This invention pertains to detergent compositions for hard surfaces. Such compositions typically contain detergent surfactants, detergent builders, and/or solvents to accomplish their cleaning tasks.
The use of hard surface cleaning compositions containing organic water-soluble synthetic detergents, solvents, and, optionally, detergent builders are known. However, such compositions often have spotting/filming and/or sudsing characteristics that are not optimum.
An object of the present invention is to provide detergent compositions which provide (a) excellent spotting/filming and/or (b) preferred sudsing characteristics.
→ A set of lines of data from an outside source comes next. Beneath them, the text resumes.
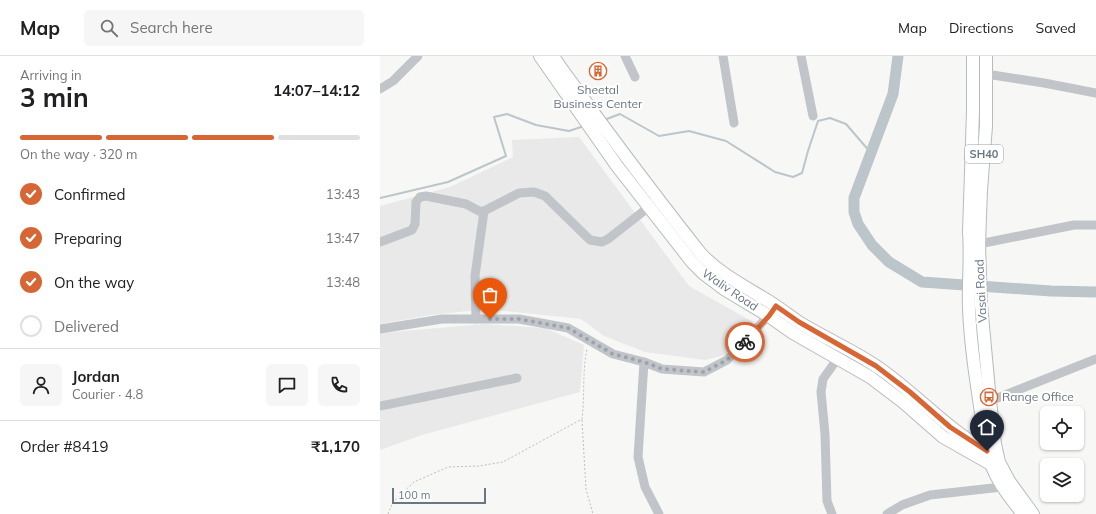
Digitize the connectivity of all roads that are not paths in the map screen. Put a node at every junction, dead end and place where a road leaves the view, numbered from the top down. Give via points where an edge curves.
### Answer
1 (418, 56) edge
2 (540, 56) edge
3 (553, 56) edge
4 (625, 56) edge
5 (723, 56) edge
6 (801, 56) edge
7 (973, 56) edge
8 (986, 56) edge
9 (986, 74) junction
10 (635, 77) dead end
11 (380, 89) edge
12 (1096, 93) edge
13 (814, 116) dead end
14 (734, 123) dead end
15 (653, 204) junction
16 (484, 211) junction
17 (1096, 224) edge
18 (380, 242) edge
19 (975, 248) junction
20 (776, 306) junction
21 (769, 316) junction
22 (476, 319) junction
23 (380, 329) edge
24 (838, 358) junction
25 (1096, 359) edge
26 (644, 362) junction
27 (517, 378) dead end
28 (985, 403) junction
29 (380, 406) edge
30 (991, 457) junction
31 (1002, 487) junction
32 (659, 514) edge
33 (832, 514) edge
34 (887, 514) edge
35 (1023, 514) edge
36 (1033, 514) edge

1 - 11 street via 393,81
2 - 15 main road, Waliv Road via 588,125
3 - 15 main road, Waliv Road via 600,121
4 - 10 street
5 - 14 street
6 - 13 street
7 - 19 main road, Vasai Road / SH40 via 969,232
8 - 9 main road, Vasai Road / SH40
9 - 12 street
9 - 19 main road, Vasai Road / SH40 via 986,126
15 - 16 street via 602,242 590,240 545,196 534,192 519,193
15 - 20 main road, Waliv Road via 711,264
15 - 21 main road, Waliv Road via 692,262 704,274
16 - 18 street via 466,204 420,197 416,202 415,224 412,230
16 - 22 street via 475,276
17 - 19 street via 1074,224
19 - 28 main road, Vasai Road / SH40 via 972,344
20 - 21 street
20 - 30 main road, Waliv Road via 876,366
21 - 24 main road, Waliv Road via 793,333
21 - 26 street via 727,360 704,372 662,369
22 - 23 street via 442,320
22 - 26 street via 519,319 568,328 613,354
24 - 30 main road, Waliv Road via 870,377 943,437
24 - 33 street via 823,379 821,392 827,501
25 - 28 street
26 - 32 street via 638,458 645,487
27 - 29 street
28 - 30 main road, Vasai Road / SH40
30 - 31 main road, Vasai Road / SH40
30 - 36 main road, Waliv Road
31 - 34 street via 930,494
31 - 35 main road, Vasai Road / SH40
This invention relates to hard surface detergent compositions with excellent spotting/filming characteristics comprising propylene glycol/ethylene glycol block copolymer nonionic detergent surfactant, preferably in a surfactant mixture with a nonionic detergent surfactant having a conventional hydrocarbon hydrophobic group and a mixed propylene glycol/ethylene glycol hydrophilic group; optional hydrophobic cleaning solvent; and optional suds control system preferably comprising fatty acid and synthetic anionic, preferably sulfonated and/or sulfated, detergent surfactant. Preferably the hard surface detergent composition, preferably aqueous, comprises: (a) nonionic detergent surfactant comprising more than 50% of a linear block copolymer which contains a hydrophobic portion consisting essentially of polypropylene glycol and at least one hydrophilic portion consisting essentially of polyethylene glycol, and the remainder of said nonionic detergent surfactant preferably consisting essentially of a linear mixed propylene glycol/ethylene glycol condensation product with a linear hydrophobic material wherein the glycols provide the hydrophilic portion of the surfactant; (b) the optional prefered, hydrophobic solvent that provides a primary cleaning function, is preferably at a level of less than about 6%; (c) the optional, but preferred, suds control system, comprises a low level of fatty acid and synthetic anionic detergent surfactant; and (d) the balance typically being an aqueous solvent system and minor ingredients, preferably color and/or perfume, said composition having a pH of from about 3 to about 12.5, preferably from about 6 to about 11.5, more preferably from about 7 to about 11. The composition can also contain, optionally, small amounts of additional surfactants and/or polycarboxylate detergent builders and/or buffering system (to maintain the desired pH). The compositions can be formulated either as concentrates, or at usage concentrations and can be packaged in a container having means for creating a spray to make application to hard surfaces more convenient. The product form should be one that is readily diluted with water, so solid compositions, such as sticks, are not useful.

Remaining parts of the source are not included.